The required answer is a copy of each line in the entries below that includes "NAQSHBANDI".

• [Provided entries]
┌──
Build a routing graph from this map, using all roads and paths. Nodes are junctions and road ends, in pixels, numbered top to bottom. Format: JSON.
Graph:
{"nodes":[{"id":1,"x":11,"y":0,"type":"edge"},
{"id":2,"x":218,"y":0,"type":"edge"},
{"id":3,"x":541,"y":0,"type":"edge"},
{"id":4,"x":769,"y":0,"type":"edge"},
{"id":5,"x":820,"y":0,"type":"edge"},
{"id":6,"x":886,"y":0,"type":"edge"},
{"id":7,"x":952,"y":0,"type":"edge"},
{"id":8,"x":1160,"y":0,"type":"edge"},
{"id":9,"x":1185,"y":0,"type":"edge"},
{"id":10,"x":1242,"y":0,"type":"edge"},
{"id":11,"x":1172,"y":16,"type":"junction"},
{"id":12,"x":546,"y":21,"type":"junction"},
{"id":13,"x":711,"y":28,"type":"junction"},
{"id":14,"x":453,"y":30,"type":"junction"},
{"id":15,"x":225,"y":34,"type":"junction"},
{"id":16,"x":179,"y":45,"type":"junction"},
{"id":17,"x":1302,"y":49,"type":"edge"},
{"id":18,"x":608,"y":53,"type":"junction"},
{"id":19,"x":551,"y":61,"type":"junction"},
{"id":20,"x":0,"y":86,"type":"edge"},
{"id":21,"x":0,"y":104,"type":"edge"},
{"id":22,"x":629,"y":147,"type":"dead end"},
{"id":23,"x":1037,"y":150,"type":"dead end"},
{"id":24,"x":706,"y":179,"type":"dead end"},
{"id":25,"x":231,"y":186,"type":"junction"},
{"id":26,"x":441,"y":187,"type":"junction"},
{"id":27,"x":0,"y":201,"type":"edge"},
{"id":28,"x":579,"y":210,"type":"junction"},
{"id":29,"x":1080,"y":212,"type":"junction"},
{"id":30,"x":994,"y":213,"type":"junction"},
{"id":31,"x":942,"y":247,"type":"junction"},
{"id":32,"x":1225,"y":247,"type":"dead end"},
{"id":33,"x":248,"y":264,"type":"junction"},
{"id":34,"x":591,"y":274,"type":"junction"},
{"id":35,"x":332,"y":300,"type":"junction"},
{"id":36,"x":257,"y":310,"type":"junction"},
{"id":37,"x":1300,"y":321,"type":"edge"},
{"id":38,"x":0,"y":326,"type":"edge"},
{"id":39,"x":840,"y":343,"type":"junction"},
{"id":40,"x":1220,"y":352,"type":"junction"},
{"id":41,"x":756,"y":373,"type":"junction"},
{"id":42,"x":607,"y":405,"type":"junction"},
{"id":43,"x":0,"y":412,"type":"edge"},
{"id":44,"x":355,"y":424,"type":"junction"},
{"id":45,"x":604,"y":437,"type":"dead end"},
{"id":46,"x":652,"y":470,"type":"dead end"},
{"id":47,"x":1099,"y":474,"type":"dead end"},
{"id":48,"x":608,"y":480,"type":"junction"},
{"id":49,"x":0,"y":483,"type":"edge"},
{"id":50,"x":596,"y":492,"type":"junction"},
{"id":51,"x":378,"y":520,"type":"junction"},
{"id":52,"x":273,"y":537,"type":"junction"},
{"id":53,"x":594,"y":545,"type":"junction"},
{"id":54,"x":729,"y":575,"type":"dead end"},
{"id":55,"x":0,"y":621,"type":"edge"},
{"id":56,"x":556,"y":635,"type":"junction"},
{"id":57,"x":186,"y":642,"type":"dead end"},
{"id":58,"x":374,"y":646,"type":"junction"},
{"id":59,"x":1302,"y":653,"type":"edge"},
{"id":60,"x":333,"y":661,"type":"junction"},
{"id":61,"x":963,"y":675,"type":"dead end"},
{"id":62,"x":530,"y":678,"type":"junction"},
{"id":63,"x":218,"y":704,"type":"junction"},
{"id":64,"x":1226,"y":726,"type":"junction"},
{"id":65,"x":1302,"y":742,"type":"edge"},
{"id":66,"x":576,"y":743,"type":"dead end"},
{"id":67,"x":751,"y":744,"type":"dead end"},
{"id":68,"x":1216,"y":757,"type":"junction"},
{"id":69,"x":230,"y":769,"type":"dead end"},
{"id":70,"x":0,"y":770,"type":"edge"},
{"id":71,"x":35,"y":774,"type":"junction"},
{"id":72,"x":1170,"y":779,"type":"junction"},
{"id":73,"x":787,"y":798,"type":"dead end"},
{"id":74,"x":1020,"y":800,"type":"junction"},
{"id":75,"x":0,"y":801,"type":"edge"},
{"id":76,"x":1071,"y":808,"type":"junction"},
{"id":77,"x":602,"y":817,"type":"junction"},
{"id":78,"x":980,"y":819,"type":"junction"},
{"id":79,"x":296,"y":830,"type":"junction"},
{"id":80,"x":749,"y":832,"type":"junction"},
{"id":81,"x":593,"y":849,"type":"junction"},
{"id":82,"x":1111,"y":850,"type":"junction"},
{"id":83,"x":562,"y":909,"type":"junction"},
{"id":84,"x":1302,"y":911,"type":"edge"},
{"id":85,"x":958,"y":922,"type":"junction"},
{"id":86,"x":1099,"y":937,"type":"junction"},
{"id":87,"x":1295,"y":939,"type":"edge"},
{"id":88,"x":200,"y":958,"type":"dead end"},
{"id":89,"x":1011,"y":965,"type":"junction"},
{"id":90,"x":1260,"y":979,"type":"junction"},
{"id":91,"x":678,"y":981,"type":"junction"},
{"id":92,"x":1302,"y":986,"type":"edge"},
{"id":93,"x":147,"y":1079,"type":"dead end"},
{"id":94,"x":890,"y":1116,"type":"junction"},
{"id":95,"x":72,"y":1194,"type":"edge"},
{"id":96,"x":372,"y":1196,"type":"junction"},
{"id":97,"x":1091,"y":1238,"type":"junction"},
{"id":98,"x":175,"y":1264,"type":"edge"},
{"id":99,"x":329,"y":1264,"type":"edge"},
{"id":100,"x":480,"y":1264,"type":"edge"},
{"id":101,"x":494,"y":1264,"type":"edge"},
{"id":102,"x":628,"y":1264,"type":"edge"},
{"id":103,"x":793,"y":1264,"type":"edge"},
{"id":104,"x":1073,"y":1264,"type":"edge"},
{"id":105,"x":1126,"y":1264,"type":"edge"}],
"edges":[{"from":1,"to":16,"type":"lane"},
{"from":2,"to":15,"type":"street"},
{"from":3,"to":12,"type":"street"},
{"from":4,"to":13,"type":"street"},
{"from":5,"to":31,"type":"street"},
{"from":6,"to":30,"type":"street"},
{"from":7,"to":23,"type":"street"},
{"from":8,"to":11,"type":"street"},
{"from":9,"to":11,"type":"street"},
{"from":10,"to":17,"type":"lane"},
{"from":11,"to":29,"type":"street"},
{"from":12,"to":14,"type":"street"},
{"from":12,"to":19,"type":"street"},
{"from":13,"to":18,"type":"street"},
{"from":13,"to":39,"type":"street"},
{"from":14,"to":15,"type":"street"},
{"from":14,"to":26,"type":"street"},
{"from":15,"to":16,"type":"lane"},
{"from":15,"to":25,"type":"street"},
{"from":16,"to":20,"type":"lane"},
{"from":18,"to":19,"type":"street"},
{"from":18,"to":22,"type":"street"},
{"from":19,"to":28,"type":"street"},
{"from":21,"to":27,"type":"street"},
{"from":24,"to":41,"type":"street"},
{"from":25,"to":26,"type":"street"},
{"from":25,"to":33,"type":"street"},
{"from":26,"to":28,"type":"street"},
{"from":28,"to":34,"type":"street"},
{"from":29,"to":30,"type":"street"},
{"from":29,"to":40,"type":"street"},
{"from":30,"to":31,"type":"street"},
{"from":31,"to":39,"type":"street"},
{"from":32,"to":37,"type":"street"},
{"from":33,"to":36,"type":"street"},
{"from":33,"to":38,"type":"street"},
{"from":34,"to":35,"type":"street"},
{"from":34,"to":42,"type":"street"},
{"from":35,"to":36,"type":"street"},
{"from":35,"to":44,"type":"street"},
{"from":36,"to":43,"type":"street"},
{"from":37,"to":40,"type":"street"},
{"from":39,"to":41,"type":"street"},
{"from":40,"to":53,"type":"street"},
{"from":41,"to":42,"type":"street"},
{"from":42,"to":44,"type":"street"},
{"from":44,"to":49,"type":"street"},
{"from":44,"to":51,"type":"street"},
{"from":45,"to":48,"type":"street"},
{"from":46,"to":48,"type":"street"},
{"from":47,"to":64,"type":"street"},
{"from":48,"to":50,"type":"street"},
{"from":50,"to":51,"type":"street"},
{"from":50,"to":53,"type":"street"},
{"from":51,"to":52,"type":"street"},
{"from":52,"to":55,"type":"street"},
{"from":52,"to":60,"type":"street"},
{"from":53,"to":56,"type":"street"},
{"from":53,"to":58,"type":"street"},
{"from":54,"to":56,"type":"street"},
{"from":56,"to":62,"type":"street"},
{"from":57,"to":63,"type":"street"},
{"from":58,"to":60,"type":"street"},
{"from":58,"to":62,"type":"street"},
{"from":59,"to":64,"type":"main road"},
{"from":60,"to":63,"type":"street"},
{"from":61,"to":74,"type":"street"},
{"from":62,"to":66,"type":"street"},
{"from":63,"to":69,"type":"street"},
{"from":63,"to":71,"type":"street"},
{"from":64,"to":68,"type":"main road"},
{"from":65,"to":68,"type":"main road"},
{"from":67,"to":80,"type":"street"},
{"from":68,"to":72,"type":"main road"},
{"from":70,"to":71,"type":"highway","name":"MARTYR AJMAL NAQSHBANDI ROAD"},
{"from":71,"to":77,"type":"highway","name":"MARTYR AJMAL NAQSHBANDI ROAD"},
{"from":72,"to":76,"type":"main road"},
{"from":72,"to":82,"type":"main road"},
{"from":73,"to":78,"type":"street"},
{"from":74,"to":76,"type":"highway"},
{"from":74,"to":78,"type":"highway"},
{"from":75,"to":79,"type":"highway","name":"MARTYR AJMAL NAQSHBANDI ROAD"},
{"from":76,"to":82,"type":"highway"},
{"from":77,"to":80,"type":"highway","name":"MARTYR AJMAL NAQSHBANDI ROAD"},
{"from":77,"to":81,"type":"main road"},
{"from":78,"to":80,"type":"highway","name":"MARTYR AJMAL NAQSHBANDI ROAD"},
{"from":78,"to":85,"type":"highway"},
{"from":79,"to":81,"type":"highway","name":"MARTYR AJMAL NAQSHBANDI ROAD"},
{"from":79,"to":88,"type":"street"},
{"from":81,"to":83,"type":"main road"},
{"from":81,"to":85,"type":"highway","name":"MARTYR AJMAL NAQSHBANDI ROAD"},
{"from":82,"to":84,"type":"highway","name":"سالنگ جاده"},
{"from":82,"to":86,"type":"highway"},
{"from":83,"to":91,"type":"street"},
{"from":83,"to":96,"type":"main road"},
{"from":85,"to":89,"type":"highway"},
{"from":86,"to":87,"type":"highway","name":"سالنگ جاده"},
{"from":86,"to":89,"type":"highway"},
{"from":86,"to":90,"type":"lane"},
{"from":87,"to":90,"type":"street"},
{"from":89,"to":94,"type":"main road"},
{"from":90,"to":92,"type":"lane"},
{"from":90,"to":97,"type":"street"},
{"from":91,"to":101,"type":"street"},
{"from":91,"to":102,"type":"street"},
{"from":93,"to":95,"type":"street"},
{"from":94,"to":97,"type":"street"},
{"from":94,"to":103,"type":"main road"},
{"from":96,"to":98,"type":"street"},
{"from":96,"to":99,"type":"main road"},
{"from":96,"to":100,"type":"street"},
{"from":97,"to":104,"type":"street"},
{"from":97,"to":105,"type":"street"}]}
└──
• [Answer to this task]
{"from":70,"to":71,"type":"highway","name":"MARTYR AJMAL NAQSHBANDI ROAD"},
{"from":71,"to":77,"type":"highway","name":"MARTYR AJMAL NAQSHBANDI ROAD"},
{"from":75,"to":79,"type":"highway","name":"MARTYR AJMAL NAQSHBANDI ROAD"},
{"from":77,"to":80,"type":"highway","name":"MARTYR AJMAL NAQSHBANDI ROAD"},
{"from":78,"to":80,"type":"highway","name":"MARTYR AJMAL NAQSHBANDI ROAD"},
{"from":79,"to":81,"type":"highway","name":"MARTYR AJMAL NAQSHBANDI ROAD"},
{"from":81,"to":85,"type":"highway","name":"MARTYR AJMAL NAQSHBANDI ROAD"},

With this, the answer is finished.